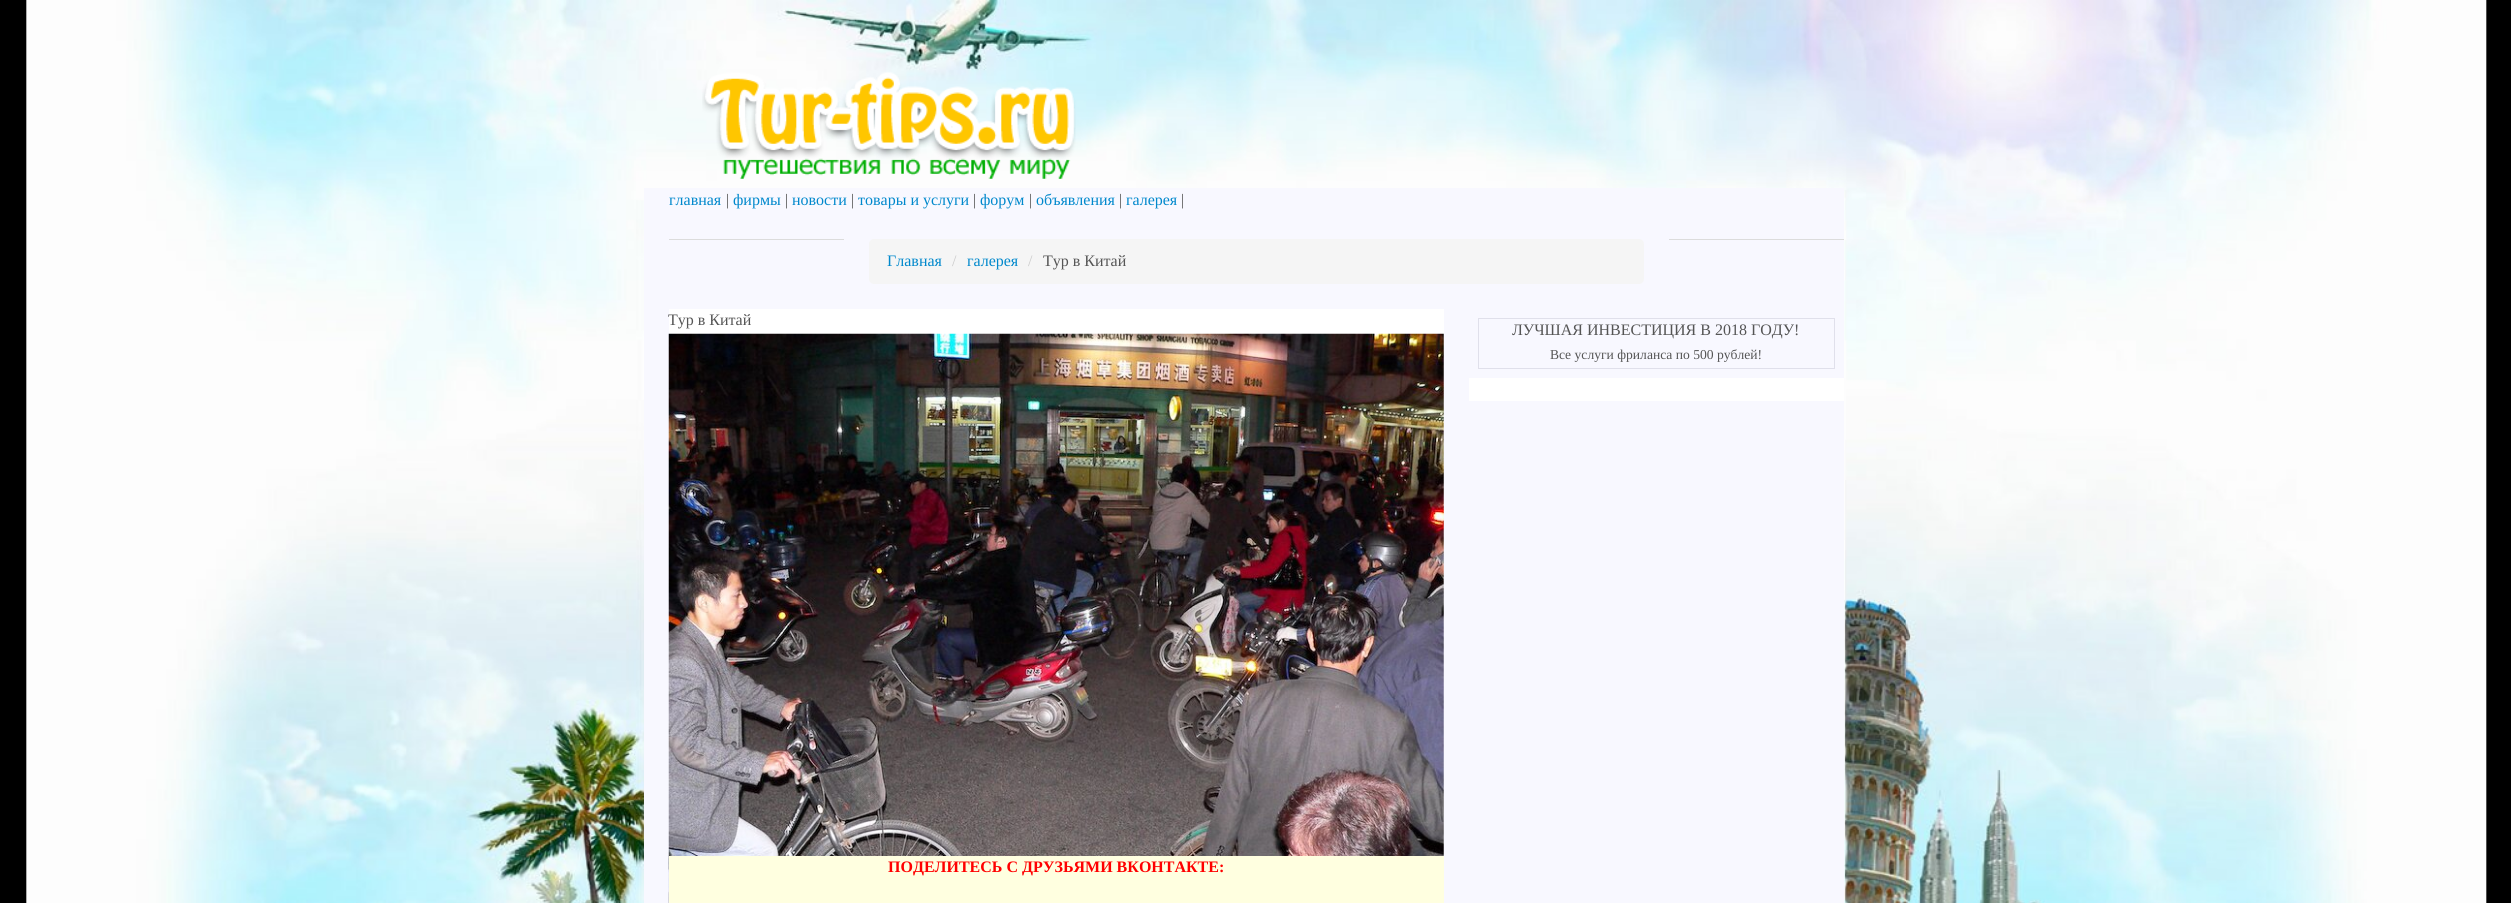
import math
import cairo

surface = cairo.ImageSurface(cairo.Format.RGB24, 2511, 903)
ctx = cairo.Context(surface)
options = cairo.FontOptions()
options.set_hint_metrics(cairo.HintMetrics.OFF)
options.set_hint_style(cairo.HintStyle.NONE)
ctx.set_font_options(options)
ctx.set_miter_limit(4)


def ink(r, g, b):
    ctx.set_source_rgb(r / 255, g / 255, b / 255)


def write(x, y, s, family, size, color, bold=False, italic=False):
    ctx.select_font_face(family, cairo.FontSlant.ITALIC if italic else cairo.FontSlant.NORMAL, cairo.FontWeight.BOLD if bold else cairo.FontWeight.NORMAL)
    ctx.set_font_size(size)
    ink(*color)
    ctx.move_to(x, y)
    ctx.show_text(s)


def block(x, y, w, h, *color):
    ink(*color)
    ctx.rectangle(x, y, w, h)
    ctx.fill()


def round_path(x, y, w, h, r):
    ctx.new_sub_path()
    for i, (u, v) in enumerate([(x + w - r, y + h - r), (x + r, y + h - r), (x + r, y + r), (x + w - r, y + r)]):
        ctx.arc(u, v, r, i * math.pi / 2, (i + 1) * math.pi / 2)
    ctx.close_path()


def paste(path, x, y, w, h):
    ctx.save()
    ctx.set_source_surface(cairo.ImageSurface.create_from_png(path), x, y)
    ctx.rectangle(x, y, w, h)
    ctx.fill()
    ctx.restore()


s1 = dict(family="Liberation Serif", size=16, color=(0, 136, 204))
s2 = dict(family="Liberation Serif", size=16, color=(85, 85, 85))
s3 = dict(family="Liberation Serif", size=16, color=(204, 204, 204))
s4 = dict(family="Liberation Serif", size=16, color=(255, 0, 0), bold=True)
s5 = dict(family="Liberation Serif", size=13.6, color=(85, 85, 85))

ink(0, 0, 0)
ctx.paint()
paste("pic1.png", 26, 0, 2461, 903)
paste("pic2.png", 702, 72, 374, 107)
block(644, 188, 1200, 715, 248, 248, 255)
write(669, 205, "главная", **s1)
write(726, 205, "|", **s2)
write(733, 205, "фирмы", **s1)
write(785, 205, "|", **s2)
write(792, 205, "новости", **s1)
write(851, 205, "|", **s2)
write(858, 205, "товары и услуги", **s1)
write(973, 205, "|", **s2)
write(980, 205, "форум", **s1)
write(1029, 205, "|", **s2)
write(1036, 205, "объявления", **s1)
write(1119, 205, "|", **s2)
write(1126, 205, "галерея", **s1)
write(1181, 205, "|", **s2)
block(669, 239, 175, 1, 220, 220, 220)
block(1669, 239, 175, 1, 220, 220, 220)
ink(245, 245, 245)
round_path(869, 239, 775, 45, 5)
ctx.fill()
write(887, 266, "Главная", **s1)
write(952, 266, "/", **s3)
write(967, 266, "галерея", **s1)
write(1028, 266, "/", **s3)
write(1043, 266, "Тур в Китай", **s2)
block(669, 309, 775, 547, 255, 255, 255)
write(668, 325, "Тур в Китай", **s2)
paste("pic3.png", 668, 333, 776, 570)
block(669, 856, 775, 47, 255, 255, 224)
write(888, 872, "ПОДЕЛИТЕСЬ С ДРУЗЬЯМИ ВКОНТАКТЕ:", **s4)
ctx.rectangle(1478.5, 318.5, 356, 50)
ink(224, 224, 235)
ctx.set_line_width(1)
ctx.stroke()
write(1512, 335, "ЛУЧШАЯ ИНВЕСТИЦИЯ В 2018 ГОДУ!", **s2)
write(1550, 359, "Все услуги фриланса по 500 рублей!", **s5)
block(1469, 378, 375, 23, 255, 255, 255)
surface.write_to_png("screenshot.png")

● WHAT THIS TASK INVOLVES
In the answer, set down only the lines from the opening line of the listing through the line that holds "ctx.set_font_options(options)", exactly as they appear, minus the pictures.

● REPLY TO THE EXERCISE
import math
import cairo

surface = cairo.ImageSurface(cairo.Format.RGB24, 2511, 903)
ctx = cairo.Context(surface)
options = cairo.FontOptions()
options.set_hint_metrics(cairo.HintMetrics.OFF)
options.set_hint_style(cairo.HintStyle.NONE)
ctx.set_font_options(options)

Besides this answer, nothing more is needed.